> **LISTED RECORDS**:

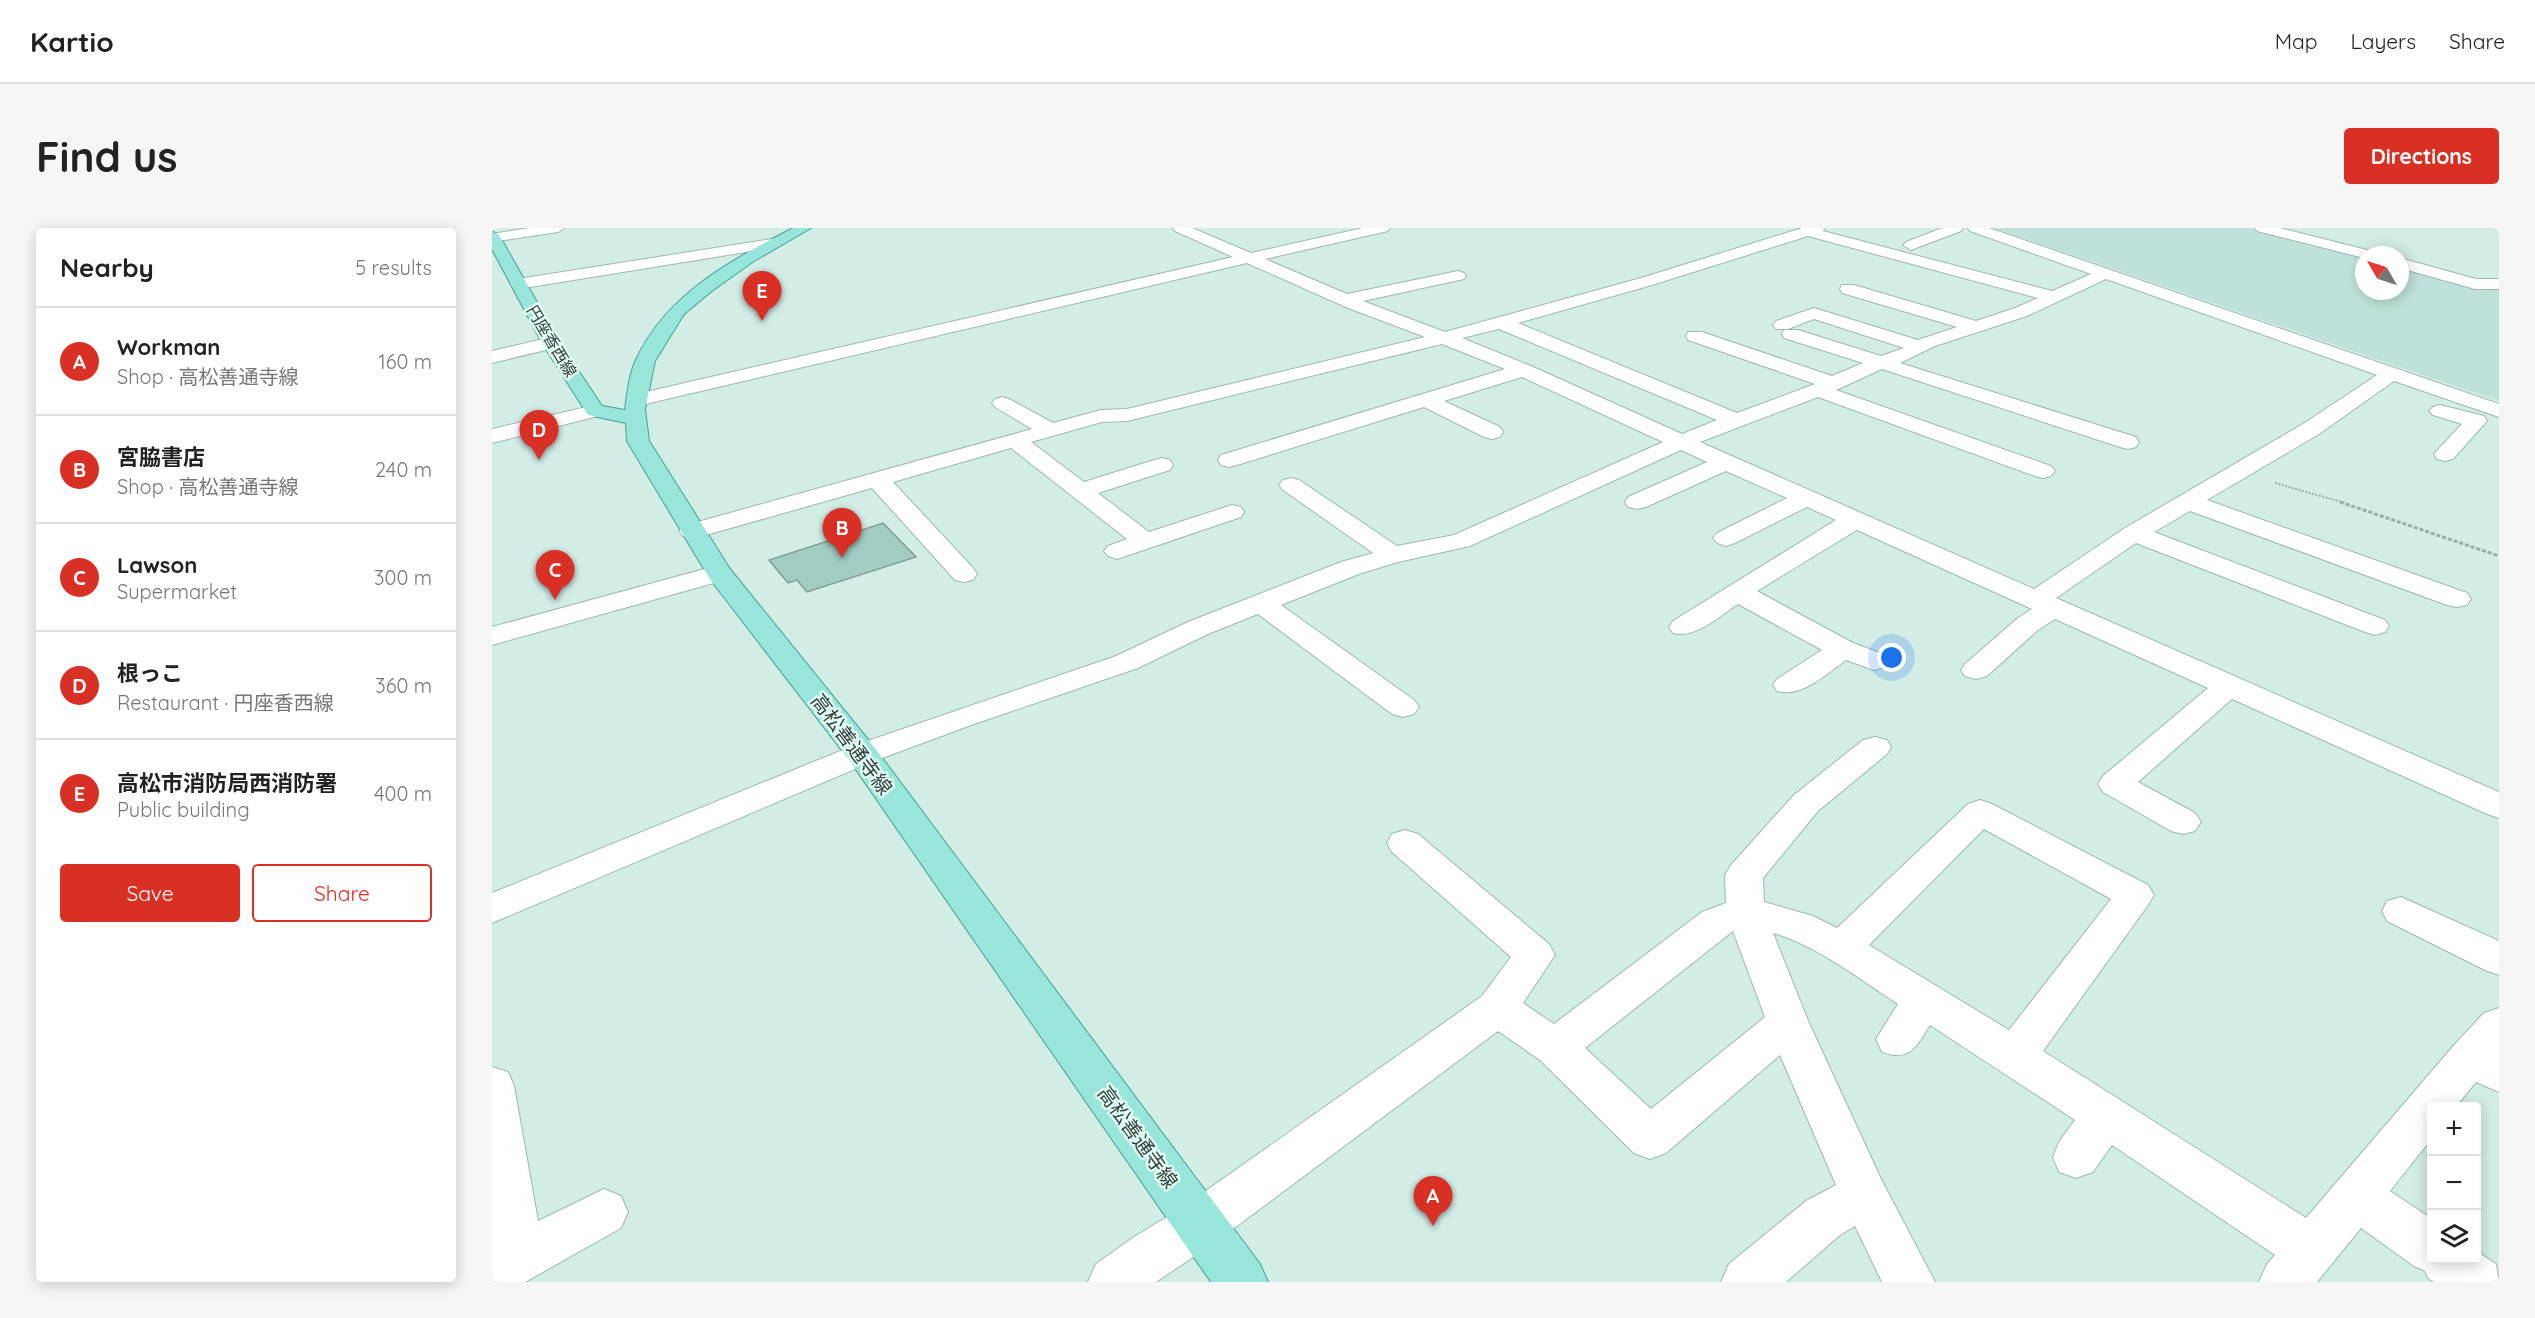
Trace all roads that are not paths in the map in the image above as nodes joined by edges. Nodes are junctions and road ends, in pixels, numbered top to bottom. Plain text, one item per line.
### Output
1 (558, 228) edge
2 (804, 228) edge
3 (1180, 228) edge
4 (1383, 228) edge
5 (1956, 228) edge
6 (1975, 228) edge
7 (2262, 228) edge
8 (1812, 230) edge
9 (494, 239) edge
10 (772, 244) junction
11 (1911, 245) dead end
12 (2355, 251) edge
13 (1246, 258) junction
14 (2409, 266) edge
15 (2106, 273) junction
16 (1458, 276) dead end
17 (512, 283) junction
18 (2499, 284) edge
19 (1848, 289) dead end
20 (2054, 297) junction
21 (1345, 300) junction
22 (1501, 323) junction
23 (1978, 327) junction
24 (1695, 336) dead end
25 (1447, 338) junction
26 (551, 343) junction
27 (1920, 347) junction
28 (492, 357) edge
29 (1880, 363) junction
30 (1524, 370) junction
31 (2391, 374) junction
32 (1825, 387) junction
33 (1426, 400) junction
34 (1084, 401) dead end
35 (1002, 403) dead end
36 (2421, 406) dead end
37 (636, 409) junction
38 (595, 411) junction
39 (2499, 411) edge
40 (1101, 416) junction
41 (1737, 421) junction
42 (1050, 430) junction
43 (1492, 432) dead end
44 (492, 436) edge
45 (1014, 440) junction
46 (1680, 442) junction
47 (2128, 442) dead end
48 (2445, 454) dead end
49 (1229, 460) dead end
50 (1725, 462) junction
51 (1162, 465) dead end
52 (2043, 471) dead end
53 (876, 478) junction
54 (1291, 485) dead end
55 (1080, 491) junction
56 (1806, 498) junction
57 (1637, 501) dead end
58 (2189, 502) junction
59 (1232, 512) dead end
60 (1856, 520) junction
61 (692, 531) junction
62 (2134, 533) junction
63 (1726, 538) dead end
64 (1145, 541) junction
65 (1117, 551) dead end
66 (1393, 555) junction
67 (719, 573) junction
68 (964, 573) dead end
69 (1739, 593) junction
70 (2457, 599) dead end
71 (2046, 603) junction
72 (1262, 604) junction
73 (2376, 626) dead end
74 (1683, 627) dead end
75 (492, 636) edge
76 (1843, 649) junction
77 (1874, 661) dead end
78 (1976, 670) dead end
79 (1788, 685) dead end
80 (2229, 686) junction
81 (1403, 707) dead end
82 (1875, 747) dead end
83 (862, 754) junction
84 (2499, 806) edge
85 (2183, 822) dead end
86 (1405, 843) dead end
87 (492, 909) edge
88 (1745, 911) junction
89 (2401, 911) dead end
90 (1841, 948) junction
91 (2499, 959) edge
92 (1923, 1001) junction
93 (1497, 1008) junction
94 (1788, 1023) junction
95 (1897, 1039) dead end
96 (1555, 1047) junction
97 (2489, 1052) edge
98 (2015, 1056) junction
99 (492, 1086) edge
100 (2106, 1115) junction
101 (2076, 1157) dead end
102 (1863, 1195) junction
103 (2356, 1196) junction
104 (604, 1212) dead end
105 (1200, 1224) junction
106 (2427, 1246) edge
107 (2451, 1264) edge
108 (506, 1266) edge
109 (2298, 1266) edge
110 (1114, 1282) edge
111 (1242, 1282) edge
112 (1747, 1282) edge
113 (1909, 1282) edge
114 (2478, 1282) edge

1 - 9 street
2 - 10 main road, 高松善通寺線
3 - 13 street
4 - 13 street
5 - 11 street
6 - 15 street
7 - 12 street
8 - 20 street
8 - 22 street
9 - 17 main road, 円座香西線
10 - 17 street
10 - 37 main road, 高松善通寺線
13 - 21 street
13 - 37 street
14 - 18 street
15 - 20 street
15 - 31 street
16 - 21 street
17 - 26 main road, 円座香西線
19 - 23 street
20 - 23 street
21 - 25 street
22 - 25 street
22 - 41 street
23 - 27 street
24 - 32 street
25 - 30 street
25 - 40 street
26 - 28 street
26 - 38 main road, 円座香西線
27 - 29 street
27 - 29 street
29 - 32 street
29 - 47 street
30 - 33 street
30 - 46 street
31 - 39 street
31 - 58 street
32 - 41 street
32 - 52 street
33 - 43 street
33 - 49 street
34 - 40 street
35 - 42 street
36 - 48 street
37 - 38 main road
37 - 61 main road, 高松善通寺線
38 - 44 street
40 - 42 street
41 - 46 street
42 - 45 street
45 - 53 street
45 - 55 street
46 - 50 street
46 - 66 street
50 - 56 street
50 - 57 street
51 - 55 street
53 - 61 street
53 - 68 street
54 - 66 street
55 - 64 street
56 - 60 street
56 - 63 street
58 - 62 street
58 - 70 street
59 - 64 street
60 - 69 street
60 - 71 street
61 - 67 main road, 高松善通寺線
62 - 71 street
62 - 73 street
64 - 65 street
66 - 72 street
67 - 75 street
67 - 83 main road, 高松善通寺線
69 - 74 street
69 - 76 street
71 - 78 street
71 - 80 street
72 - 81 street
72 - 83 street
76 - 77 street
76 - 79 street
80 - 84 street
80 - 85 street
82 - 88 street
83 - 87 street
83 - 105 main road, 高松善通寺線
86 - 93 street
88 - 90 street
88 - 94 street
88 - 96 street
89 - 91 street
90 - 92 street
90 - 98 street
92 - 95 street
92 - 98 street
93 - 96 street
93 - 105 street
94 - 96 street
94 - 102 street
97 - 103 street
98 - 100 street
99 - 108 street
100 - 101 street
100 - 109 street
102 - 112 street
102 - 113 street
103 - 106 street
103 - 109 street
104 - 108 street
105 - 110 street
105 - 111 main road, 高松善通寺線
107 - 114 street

> **AIM OF THE EXERCISE**:
Return the listing exactly as it appears, excluding any image.

> **RESULT BELOW**:
Trace all roads that are not paths in the map in the image above as nodes joined by edges. Nodes are junctions and road ends, in pixels, numbered top to bottom. Plain text, one item per line.
### Output
1 (558, 228) edge
2 (804, 228) edge
3 (1180, 228) edge
4 (1383, 228) edge
5 (1956, 228) edge
6 (1975, 228) edge
7 (2262, 228) edge
8 (1812, 230) edge
9 (494, 239) edge
10 (772, 244) junction
11 (1911, 245) dead end
12 (2355, 251) edge
13 (1246, 258) junction
14 (2409, 266) edge
15 (2106, 273) junction
16 (1458, 276) dead end
17 (512, 283) junction
18 (2499, 284) edge
19 (1848, 289) dead end
20 (2054, 297) junction
21 (1345, 300) junction
22 (1501, 323) junction
23 (1978, 327) junction
24 (1695, 336) dead end
25 (1447, 338) junction
26 (551, 343) junction
27 (1920, 347) junction
28 (492, 357) edge
29 (1880, 363) junction
30 (1524, 370) junction
31 (2391, 374) junction
32 (1825, 387) junction
33 (1426, 400) junction
34 (1084, 401) dead end
35 (1002, 403) dead end
36 (2421, 406) dead end
37 (636, 409) junction
38 (595, 411) junction
39 (2499, 411) edge
40 (1101, 416) junction
41 (1737, 421) junction
42 (1050, 430) junction
43 (1492, 432) dead end
44 (492, 436) edge
45 (1014, 440) junction
46 (1680, 442) junction
47 (2128, 442) dead end
48 (2445, 454) dead end
49 (1229, 460) dead end
50 (1725, 462) junction
51 (1162, 465) dead end
52 (2043, 471) dead end
53 (876, 478) junction
54 (1291, 485) dead end
55 (1080, 491) junction
56 (1806, 498) junction
57 (1637, 501) dead end
58 (2189, 502) junction
59 (1232, 512) dead end
60 (1856, 520) junction
61 (692, 531) junction
62 (2134, 533) junction
63 (1726, 538) dead end
64 (1145, 541) junction
65 (1117, 551) dead end
66 (1393, 555) junction
67 (719, 573) junction
68 (964, 573) dead end
69 (1739, 593) junction
70 (2457, 599) dead end
71 (2046, 603) junction
72 (1262, 604) junction
73 (2376, 626) dead end
74 (1683, 627) dead end
75 (492, 636) edge
76 (1843, 649) junction
77 (1874, 661) dead end
78 (1976, 670) dead end
79 (1788, 685) dead end
80 (2229, 686) junction
81 (1403, 707) dead end
82 (1875, 747) dead end
83 (862, 754) junction
84 (2499, 806) edge
85 (2183, 822) dead end
86 (1405, 843) dead end
87 (492, 909) edge
88 (1745, 911) junction
89 (2401, 911) dead end
90 (1841, 948) junction
91 (2499, 959) edge
92 (1923, 1001) junction
93 (1497, 1008) junction
94 (1788, 1023) junction
95 (1897, 1039) dead end
96 (1555, 1047) junction
97 (2489, 1052) edge
98 (2015, 1056) junction
99 (492, 1086) edge
100 (2106, 1115) junction
101 (2076, 1157) dead end
102 (1863, 1195) junction
103 (2356, 1196) junction
104 (604, 1212) dead end
105 (1200, 1224) junction
106 (2427, 1246) edge
107 (2451, 1264) edge
108 (506, 1266) edge
109 (2298, 1266) edge
110 (1114, 1282) edge
111 (1242, 1282) edge
112 (1747, 1282) edge
113 (1909, 1282) edge
114 (2478, 1282) edge

1 - 9 street
2 - 10 main road, 高松善通寺線
3 - 13 street
4 - 13 street
5 - 11 street
6 - 15 street
7 - 12 street
8 - 20 street
8 - 22 street
9 - 17 main road, 円座香西線
10 - 17 street
10 - 37 main road, 高松善通寺線
13 - 21 street
13 - 37 street
14 - 18 street
15 - 20 street
15 - 31 street
16 - 21 street
17 - 26 main road, 円座香西線
19 - 23 street
20 - 23 street
21 - 25 street
22 - 25 street
22 - 41 street
23 - 27 street
24 - 32 street
25 - 30 street
25 - 40 street
26 - 28 street
26 - 38 main road, 円座香西線
27 - 29 street
27 - 29 street
29 - 32 street
29 - 47 street
30 - 33 street
30 - 46 street
31 - 39 street
31 - 58 street
32 - 41 street
32 - 52 street
33 - 43 street
33 - 49 street
34 - 40 street
35 - 42 street
36 - 48 street
37 - 38 main road
37 - 61 main road, 高松善通寺線
38 - 44 street
40 - 42 street
41 - 46 street
42 - 45 street
45 - 53 street
45 - 55 street
46 - 50 street
46 - 66 street
50 - 56 street
50 - 57 street
51 - 55 street
53 - 61 street
53 - 68 street
54 - 66 street
55 - 64 street
56 - 60 street
56 - 63 street
58 - 62 street
58 - 70 street
59 - 64 street
60 - 69 street
60 - 71 street
61 - 67 main road, 高松善通寺線
62 - 71 street
62 - 73 street
64 - 65 street
66 - 72 street
67 - 75 street
67 - 83 main road, 高松善通寺線
69 - 74 street
69 - 76 street
71 - 78 street
71 - 80 street
72 - 81 street
72 - 83 street
76 - 77 street
76 - 79 street
80 - 84 street
80 - 85 street
82 - 88 street
83 - 87 street
83 - 105 main road, 高松善通寺線
86 - 93 street
88 - 90 street
88 - 94 street
88 - 96 street
89 - 91 street
90 - 92 street
90 - 98 street
92 - 95 street
92 - 98 street
93 - 96 street
93 - 105 street
94 - 96 street
94 - 102 street
97 - 103 street
98 - 100 street
99 - 108 street
100 - 101 street
100 - 109 street
102 - 112 street
102 - 113 street
103 - 106 street
103 - 109 street
104 - 108 street
105 - 110 street
105 - 111 main road, 高松善通寺線
107 - 114 street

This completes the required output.